Exercise requirements
The records beneath should be restated word for word.
-------- Exercise materials
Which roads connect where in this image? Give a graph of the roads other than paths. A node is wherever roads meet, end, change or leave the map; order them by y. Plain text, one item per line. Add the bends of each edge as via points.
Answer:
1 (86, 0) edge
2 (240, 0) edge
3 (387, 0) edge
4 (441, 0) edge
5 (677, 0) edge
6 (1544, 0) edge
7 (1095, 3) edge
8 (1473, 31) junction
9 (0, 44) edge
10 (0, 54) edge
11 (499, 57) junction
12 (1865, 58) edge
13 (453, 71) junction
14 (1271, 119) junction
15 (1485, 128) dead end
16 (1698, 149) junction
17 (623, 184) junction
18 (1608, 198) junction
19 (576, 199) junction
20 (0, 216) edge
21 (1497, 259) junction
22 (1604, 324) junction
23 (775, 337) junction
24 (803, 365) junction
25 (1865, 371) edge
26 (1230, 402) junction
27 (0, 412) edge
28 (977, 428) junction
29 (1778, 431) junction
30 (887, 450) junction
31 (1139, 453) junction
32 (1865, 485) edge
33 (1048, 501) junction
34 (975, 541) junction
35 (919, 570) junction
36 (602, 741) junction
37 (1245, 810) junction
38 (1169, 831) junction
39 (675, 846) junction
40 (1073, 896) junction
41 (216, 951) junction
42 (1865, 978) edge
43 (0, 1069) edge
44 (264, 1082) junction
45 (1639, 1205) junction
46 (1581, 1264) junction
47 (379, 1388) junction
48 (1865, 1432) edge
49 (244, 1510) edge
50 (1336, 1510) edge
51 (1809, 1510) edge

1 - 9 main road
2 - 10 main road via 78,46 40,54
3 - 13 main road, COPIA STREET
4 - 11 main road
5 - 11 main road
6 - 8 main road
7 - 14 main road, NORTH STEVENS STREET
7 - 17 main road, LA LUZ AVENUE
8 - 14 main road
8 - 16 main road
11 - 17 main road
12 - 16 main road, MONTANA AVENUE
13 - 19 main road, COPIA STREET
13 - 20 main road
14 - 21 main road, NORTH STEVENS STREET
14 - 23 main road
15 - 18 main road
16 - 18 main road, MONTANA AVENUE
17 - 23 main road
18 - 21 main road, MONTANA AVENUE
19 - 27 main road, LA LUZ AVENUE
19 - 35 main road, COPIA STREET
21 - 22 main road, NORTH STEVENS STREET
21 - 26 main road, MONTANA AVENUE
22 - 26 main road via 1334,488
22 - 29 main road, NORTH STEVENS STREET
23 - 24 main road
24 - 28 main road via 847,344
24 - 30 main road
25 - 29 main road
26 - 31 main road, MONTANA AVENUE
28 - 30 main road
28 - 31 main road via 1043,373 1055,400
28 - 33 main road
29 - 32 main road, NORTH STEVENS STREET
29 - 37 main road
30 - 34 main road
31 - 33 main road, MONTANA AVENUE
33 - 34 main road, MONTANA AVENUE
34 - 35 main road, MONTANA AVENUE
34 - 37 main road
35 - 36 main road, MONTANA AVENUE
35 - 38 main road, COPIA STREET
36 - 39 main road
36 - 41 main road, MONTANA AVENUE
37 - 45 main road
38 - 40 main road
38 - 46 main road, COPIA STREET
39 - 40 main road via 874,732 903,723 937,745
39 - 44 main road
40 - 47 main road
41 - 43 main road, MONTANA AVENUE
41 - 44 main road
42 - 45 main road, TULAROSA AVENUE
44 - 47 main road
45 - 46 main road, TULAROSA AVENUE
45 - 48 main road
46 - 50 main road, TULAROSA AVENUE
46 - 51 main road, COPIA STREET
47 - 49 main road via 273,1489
----------------
Answer to this task
Which roads connect where in this image? Give a graph of the roads other than paths. A node is wherever roads meet, end, change or leave the map; order them by y. Plain text, one item per line. Add the bends of each edge as via points.
Answer:
1 (86, 0) edge
2 (240, 0) edge
3 (387, 0) edge
4 (441, 0) edge
5 (677, 0) edge
6 (1544, 0) edge
7 (1095, 3) edge
8 (1473, 31) junction
9 (0, 44) edge
10 (0, 54) edge
11 (499, 57) junction
12 (1865, 58) edge
13 (453, 71) junction
14 (1271, 119) junction
15 (1485, 128) dead end
16 (1698, 149) junction
17 (623, 184) junction
18 (1608, 198) junction
19 (576, 199) junction
20 (0, 216) edge
21 (1497, 259) junction
22 (1604, 324) junction
23 (775, 337) junction
24 (803, 365) junction
25 (1865, 371) edge
26 (1230, 402) junction
27 (0, 412) edge
28 (977, 428) junction
29 (1778, 431) junction
30 (887, 450) junction
31 (1139, 453) junction
32 (1865, 485) edge
33 (1048, 501) junction
34 (975, 541) junction
35 (919, 570) junction
36 (602, 741) junction
37 (1245, 810) junction
38 (1169, 831) junction
39 (675, 846) junction
40 (1073, 896) junction
41 (216, 951) junction
42 (1865, 978) edge
43 (0, 1069) edge
44 (264, 1082) junction
45 (1639, 1205) junction
46 (1581, 1264) junction
47 (379, 1388) junction
48 (1865, 1432) edge
49 (244, 1510) edge
50 (1336, 1510) edge
51 (1809, 1510) edge

1 - 9 main road
2 - 10 main road via 78,46 40,54
3 - 13 main road, COPIA STREET
4 - 11 main road
5 - 11 main road
6 - 8 main road
7 - 14 main road, NORTH STEVENS STREET
7 - 17 main road, LA LUZ AVENUE
8 - 14 main road
8 - 16 main road
11 - 17 main road
12 - 16 main road, MONTANA AVENUE
13 - 19 main road, COPIA STREET
13 - 20 main road
14 - 21 main road, NORTH STEVENS STREET
14 - 23 main road
15 - 18 main road
16 - 18 main road, MONTANA AVENUE
17 - 23 main road
18 - 21 main road, MONTANA AVENUE
19 - 27 main road, LA LUZ AVENUE
19 - 35 main road, COPIA STREET
21 - 22 main road, NORTH STEVENS STREET
21 - 26 main road, MONTANA AVENUE
22 - 26 main road via 1334,488
22 - 29 main road, NORTH STEVENS STREET
23 - 24 main road
24 - 28 main road via 847,344
24 - 30 main road
25 - 29 main road
26 - 31 main road, MONTANA AVENUE
28 - 30 main road
28 - 31 main road via 1043,373 1055,400
28 - 33 main road
29 - 32 main road, NORTH STEVENS STREET
29 - 37 main road
30 - 34 main road
31 - 33 main road, MONTANA AVENUE
33 - 34 main road, MONTANA AVENUE
34 - 35 main road, MONTANA AVENUE
34 - 37 main road
35 - 36 main road, MONTANA AVENUE
35 - 38 main road, COPIA STREET
36 - 39 main road
36 - 41 main road, MONTANA AVENUE
37 - 45 main road
38 - 40 main road
38 - 46 main road, COPIA STREET
39 - 40 main road via 874,732 903,723 937,745
39 - 44 main road
40 - 47 main road
41 - 43 main road, MONTANA AVENUE
41 - 44 main road
42 - 45 main road, TULAROSA AVENUE
44 - 47 main road
45 - 46 main road, TULAROSA AVENUE
45 - 48 main road
46 - 50 main road, TULAROSA AVENUE
46 - 51 main road, COPIA STREET
47 - 49 main road via 273,1489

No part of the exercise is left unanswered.